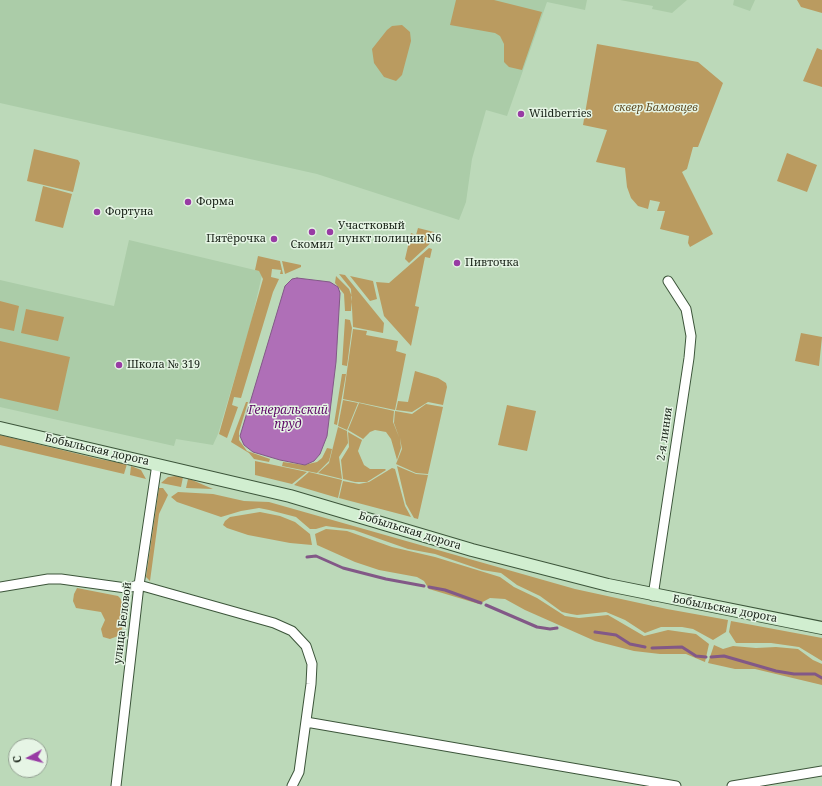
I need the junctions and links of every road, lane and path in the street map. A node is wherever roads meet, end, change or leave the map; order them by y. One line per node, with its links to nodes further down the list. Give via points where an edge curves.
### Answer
1 (668, 281): 6 (street, 2-я линия, via 686,308 691,336)
2 (0, 428): 3 (street, Бобыльская дорога)
3 (157, 464): 4 (street, улица Беловой); 6 (street, Бобыльская дорога, via 317,503 500,557)
4 (140, 585): 5 (street, via 126,588 48,579); 8 (street, via 292,631 306,646 312,664); 11 (street, улица Беловой)
5 (0, 587)
6 (653, 596): 7 (street, Бобыльская дорога)
7 (822, 628)
8 (306, 722): 12 (street, via 299,772); 13 (street)
9 (822, 771): 10 (street)
10 (754, 784): 14 (street)
11 (116, 786)
12 (292, 786)
13 (676, 786)
14 (732, 786)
------------------------------------------------------------
§ Instructions for the task:
A word-for-word transcription of the entries above, free of images, is what is wanted.

§ Written answer:
I need the junctions and links of every road, lane and path in the street map. A node is wherever roads meet, end, change or leave the map; order them by y. One line per node, with its links to nodes further down the list. Give via points where an edge curves.
### Answer
1 (668, 281): 6 (street, 2-я линия, via 686,308 691,336)
2 (0, 428): 3 (street, Бобыльская дорога)
3 (157, 464): 4 (street, улица Беловой); 6 (street, Бобыльская дорога, via 317,503 500,557)
4 (140, 585): 5 (street, via 126,588 48,579); 8 (street, via 292,631 306,646 312,664); 11 (street, улица Беловой)
5 (0, 587)
6 (653, 596): 7 (street, Бобыльская дорога)
7 (822, 628)
8 (306, 722): 12 (street, via 299,772); 13 (street)
9 (822, 771): 10 (street)
10 (754, 784): 14 (street)
11 (116, 786)
12 (292, 786)
13 (676, 786)
14 (732, 786)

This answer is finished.